The gun example suggests that we should take a series of inventions whose dates we know, and see which of those do and which do not have reconstructed names in PIE. Anything—like gun—that was invented after PIE began to break up should not have a reconstructed name. Anything—like brother—that was invented or known before the break-up might have a name. (It does not have to have a name, because plenty of PIE words have surely become lost. We know the PIE words for 'eye' and 'eyebrow' but not'eyelid', although PIE speakers must have had eyelids.) Perhaps the earliest major developments without PIE names are battle chariots, which became widespread between 2000 and 1500 BC, and iron, whose use became important between 1200 and 1000 BC. The lack of PIE terms for these relatively late inventions does not surprise us, since the distinctness of Hittite had already convinced us that PIE broke up long before 2000 BC. Among earlier developments that do have PIE names, there are words for 'sheep' and 'goat', first domesticated by around 8000 BC; cattle (including separate words for cow, steer, and ox), domesticated by 6400 BC; horses, domesticated by around 4000 BC; and ploughs, invented around the time that horses were domesticated. The latest datable invention with a PIE name is the wheel, invented around 3300 BC.
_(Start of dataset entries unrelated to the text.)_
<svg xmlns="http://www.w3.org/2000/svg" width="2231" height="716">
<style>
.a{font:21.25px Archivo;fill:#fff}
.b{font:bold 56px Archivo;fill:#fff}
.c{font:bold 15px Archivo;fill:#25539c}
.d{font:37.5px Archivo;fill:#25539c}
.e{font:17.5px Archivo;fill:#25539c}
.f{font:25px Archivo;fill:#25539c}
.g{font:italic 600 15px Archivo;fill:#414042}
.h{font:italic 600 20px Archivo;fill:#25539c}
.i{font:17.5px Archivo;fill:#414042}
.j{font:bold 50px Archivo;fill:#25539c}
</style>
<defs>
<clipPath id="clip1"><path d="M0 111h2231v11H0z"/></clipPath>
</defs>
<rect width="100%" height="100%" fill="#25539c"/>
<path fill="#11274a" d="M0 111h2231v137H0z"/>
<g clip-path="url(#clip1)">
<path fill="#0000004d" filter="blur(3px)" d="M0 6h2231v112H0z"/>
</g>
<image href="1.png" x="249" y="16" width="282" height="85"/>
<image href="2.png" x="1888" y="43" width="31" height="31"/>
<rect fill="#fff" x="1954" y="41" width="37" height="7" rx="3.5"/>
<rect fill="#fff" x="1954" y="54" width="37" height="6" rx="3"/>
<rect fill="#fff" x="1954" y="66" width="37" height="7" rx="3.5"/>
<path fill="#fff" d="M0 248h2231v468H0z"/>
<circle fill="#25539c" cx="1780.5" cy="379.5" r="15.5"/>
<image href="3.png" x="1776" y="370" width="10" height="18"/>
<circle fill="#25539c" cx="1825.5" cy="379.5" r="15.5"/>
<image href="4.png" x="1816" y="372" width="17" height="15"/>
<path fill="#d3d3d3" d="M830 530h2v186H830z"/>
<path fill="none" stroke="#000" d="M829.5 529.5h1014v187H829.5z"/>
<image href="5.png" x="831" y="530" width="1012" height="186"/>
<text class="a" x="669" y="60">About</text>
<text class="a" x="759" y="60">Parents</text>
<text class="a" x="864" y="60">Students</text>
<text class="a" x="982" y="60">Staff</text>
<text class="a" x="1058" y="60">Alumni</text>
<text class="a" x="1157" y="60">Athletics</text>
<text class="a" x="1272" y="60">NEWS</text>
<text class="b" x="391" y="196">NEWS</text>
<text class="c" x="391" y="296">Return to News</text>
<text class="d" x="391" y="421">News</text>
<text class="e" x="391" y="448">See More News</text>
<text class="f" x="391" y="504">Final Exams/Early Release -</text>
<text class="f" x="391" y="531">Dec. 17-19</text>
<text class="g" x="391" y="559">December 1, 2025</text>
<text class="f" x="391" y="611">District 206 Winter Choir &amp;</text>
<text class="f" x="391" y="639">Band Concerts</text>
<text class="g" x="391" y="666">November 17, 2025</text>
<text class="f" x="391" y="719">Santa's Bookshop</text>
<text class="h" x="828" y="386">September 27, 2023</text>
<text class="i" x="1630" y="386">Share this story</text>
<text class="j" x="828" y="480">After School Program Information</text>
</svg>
Therefore, linguistic paleontology, even in the absence of any other evidence, would date the break-up of PIE as before 2000 BC but after 3300 BC. This conclusion agrees well with the one reached by extrapolating the differences between Hittite, Greek, and Sanskrit backwards in time. Hence if we wish to find traces of the first Indo-Europeans, we should be safe concentrating on the archaeological record between 2500 and 5000 BC, and perhaps slightly before 3000 BC. Having reached fair agreement about the 'when' question, let's now ask: where was PIE spoken? Linguists have disagreed about the PIE homeland ever since they first began to appreciate its significance. Almost every possible answer has been proposed, from the North Pole to India, and from the Atlantic to the Pacific shores of Eurasia. As the archaeologist J.P. Mallory puts it, the question is not, 'Where do scholars locate the Indo-European homeland? , but 'Where do they put it nowT
To understand why this problem has proved so difficult, let's first try to solve it quickly by looking at a map (see page 228). As of 1492, most surviving Indo-European branches were virtually confined to Western Europe, and only Indo-Iranian extended east of the Caspian Sea. Western Europe would be the most parsimonious solution to the search for the PIE homeland, the solution that required the fewest people to move long distances. Unfortunately for that solution, in 1900 a 'new' but long-extinct Indo-European language was discovered in a triply unlikely location. Firstly, the language (Tocharian, as it is now known) turned up in a secret chamber behind a wall in a Buddhist cave monastery. The chamber contained a library of ancient documents in the strange language, written around 600–800 AD by Buddhist missionaries and traders. Secondly, the monastery lay in Chinese Turkestan, east of all extant Indo-European speakers and about a thousand miles removed from the nearest ones. Finally, Tocharian was not related to Indo-Iranian, the geographically closest branch of Indo-European, but possibly instead to branches used in Europe itself, thousands of miles to the west. It is as if we suddenly discovered that the early medieval inhabitants of Scotland spoke a language related to Chinese.